Personal information
- Date of birth: 24 January 1995 (age 31)
- Place of birth: Nordenham, Germany
- Height: 1.80 m (5 ft 11 in)
- Position: Midfielder

Team information
- Current team: Energie Cottbus
- Number: 10

Youth career
- Arminia Vöhrum
- 0000–2010: VfB Peine
- 2010–2014: VfL Wolfsburg

Senior career*
- Years: Team / Apps / (Gls)
- 2014–2016: Hamburger SV II / 30 / (10)
- 2014–2017: Hamburger SV / 1 / (0)
- 2017: Greuther Fürth / 10 / (0)
- 2017–2018: Greuther Fürth II / 25 / (4)
- 2018–2019: Berliner AK / 24 / (7)
- 2019–2020: Berliner AK / 15 / (5)
- 2020–2021: VSG Altglienicke / 10 / (9)
- 2021–2022: Viktoria Berlin / 14 / (7)
- 2022: Samsunspor / 5 / (0)
- 2022–2024: VSG Altglienicke / 66 / (34)
- 2024–: Energie Cottbus / 73 / (32)

International career
- 2013: Turkey U18 / 2 / (0)

= Tolcay Ciğerci =

Turkish footballer

Tolcay Ciğerci (born 24 January 1995) is a professional footballer who plays as a midfielder for club Energie Cottbus. Born in Germany, he has represented Turkey at youth level.

==Career==
Ciğerci made his professional debut on 24 September 2014, replacing Zoltán Stieber for the final 17 minutes of Hamburg's 1–0 Bundesliga defeat at Borussia Mönchengladbach.

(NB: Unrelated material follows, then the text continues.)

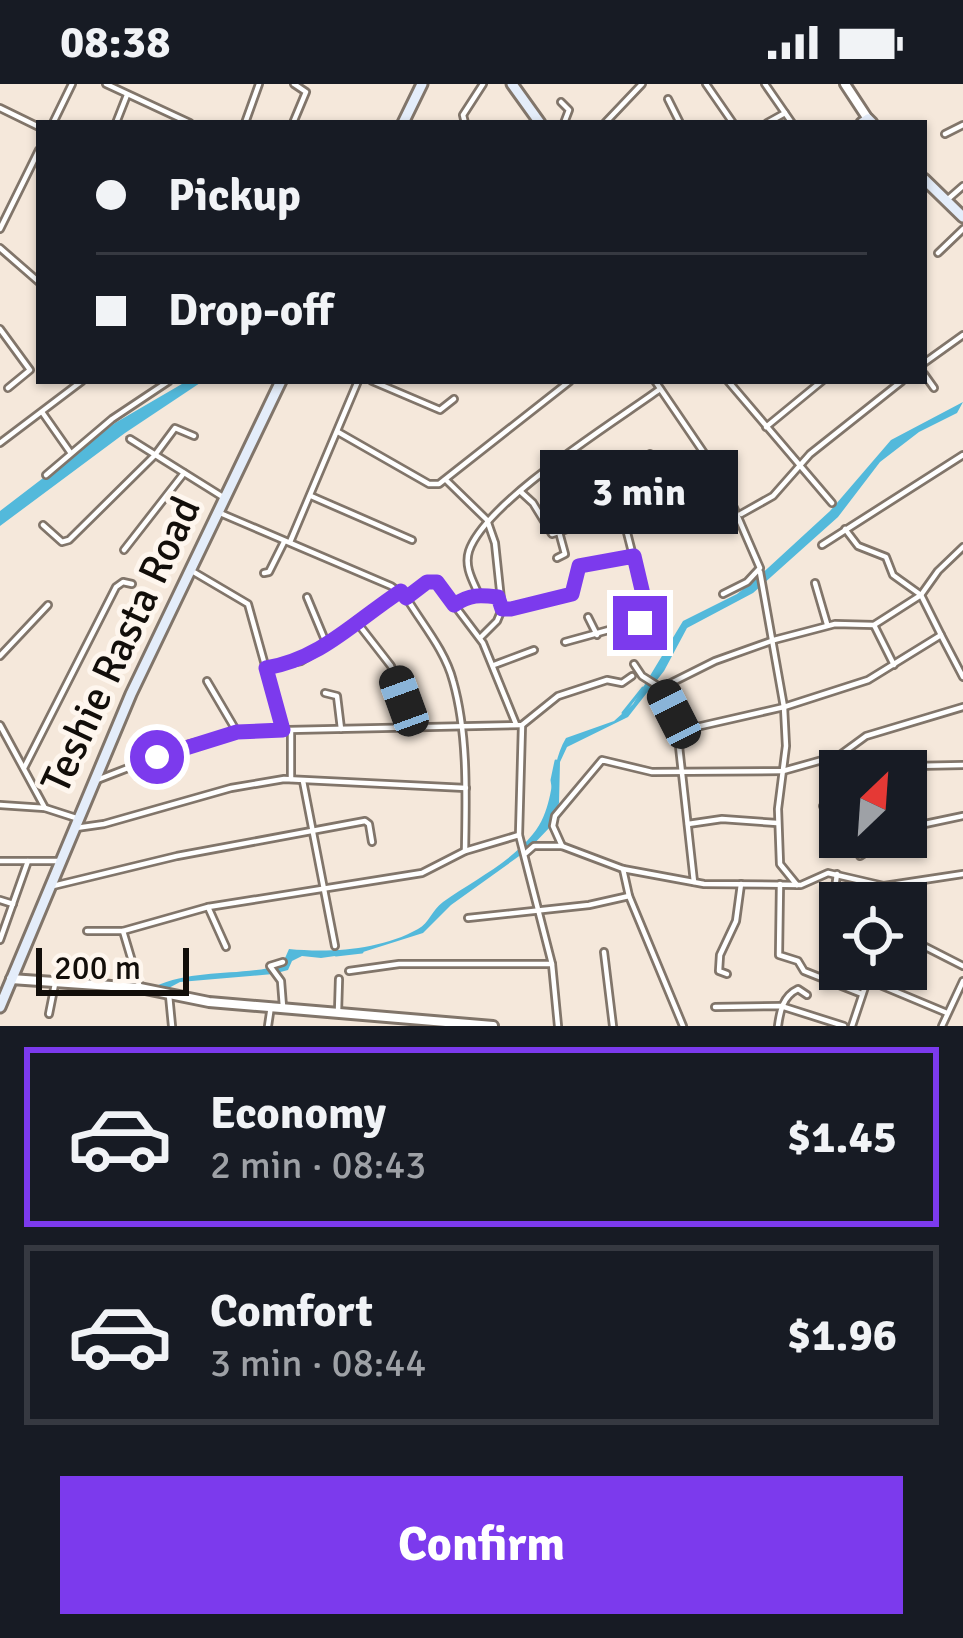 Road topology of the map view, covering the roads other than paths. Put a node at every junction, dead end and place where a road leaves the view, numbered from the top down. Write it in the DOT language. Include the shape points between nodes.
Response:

In January 2017, Ciğerci joined SpVgg Greuther Fürth, initially playing for the club's reserves. He then joined Berliner AK 07 in the summer 2018, but left at the end of the season where his contract expired. However, he resigned from the club on 6 September 2019, signing a contract for the rest of the season.

On 11 January 2022, Ciğerci signed a 2.5-year contract with Samsunspor.

==Personal life==
He is the younger brother of Sivasspor midfielder Tolga Ciğerci, who has played at youth level for Germany.